Friday, July 23, 2021
Alena Allen has posted to SSRN The Emotional Woman. The abstract provides:
The emotional woman is nonexistent in the common law, but the reasonable man is an indelible figure. Conceptions of reasonableness permeate nearly every aspect of the law while emotion is largely absent. The reasonable man determines negligence. Reasonable minds determine whether a contract has been formed. Reasonable doubt stands between freedom and incarceration. The primacy of reason in American jurisprudence is so engrained that it is rarely questioned or critiqued. Although it seems axiomatic to equate socially desirable conduct with reasonableness, this Article dissects how reasonableness became a central tenet of American law and argues that continued adherence to reasonableness as the optimal standard for evaluating conduct entrenches value-laden androcentric norms.
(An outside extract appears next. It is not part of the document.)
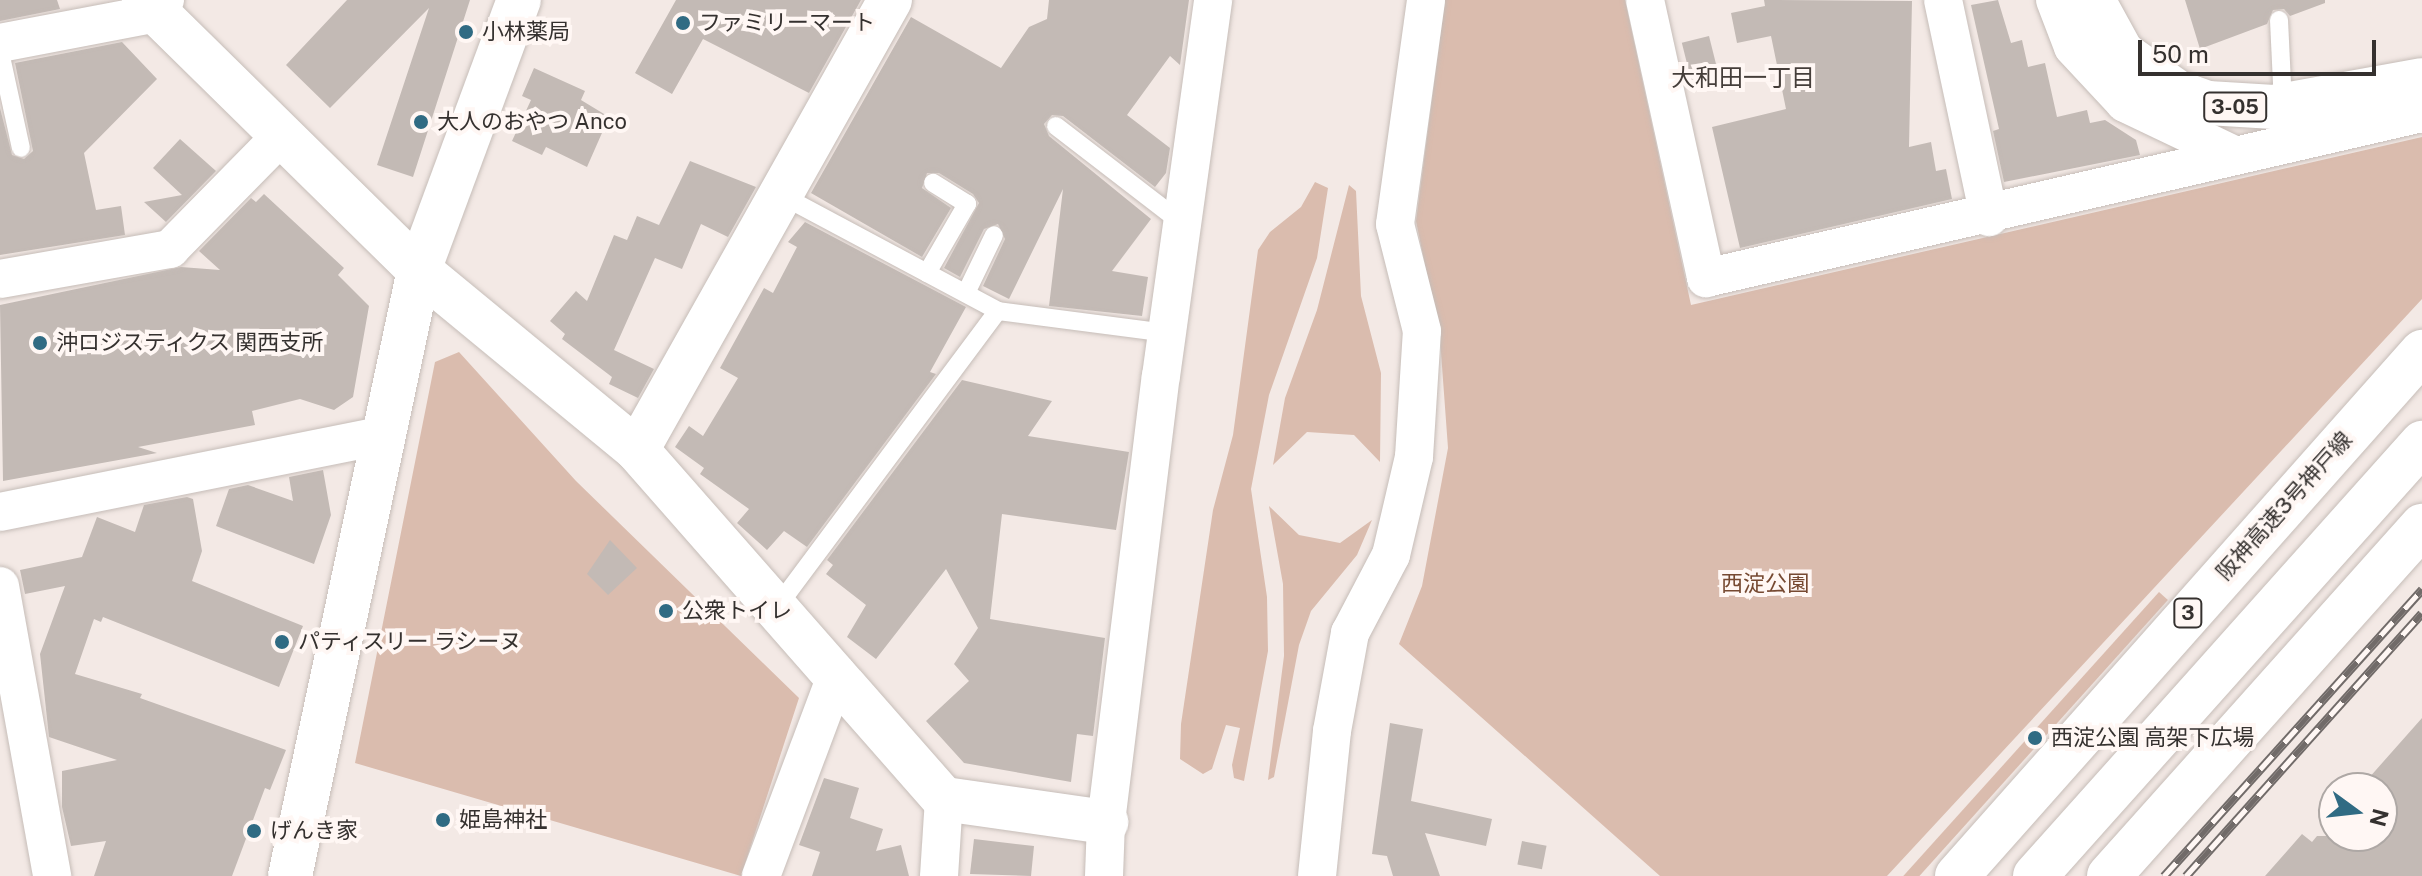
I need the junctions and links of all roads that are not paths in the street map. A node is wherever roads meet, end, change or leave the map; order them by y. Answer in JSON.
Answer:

It further argues that, in practice, reasonableness is an ill-defined construct masquerading as an objective standard. As such, instead of arguing for a reasonable woman standard of care, this Article departs from the standard feminist critique and argues that reasonableness itself is inherently androcentric. Thus, it argues that reasonableness is not the optimal standard for evaluating tortious or criminal conduct. Using current social science research, this Article argues that emotion is crucial to sound decision-making and proffers the emotional woman standard as a superior alternative to the reasonable man. Lastly, this Article discusses implications for how the emotional woman standard furthers existing paradigms of feminist discourse.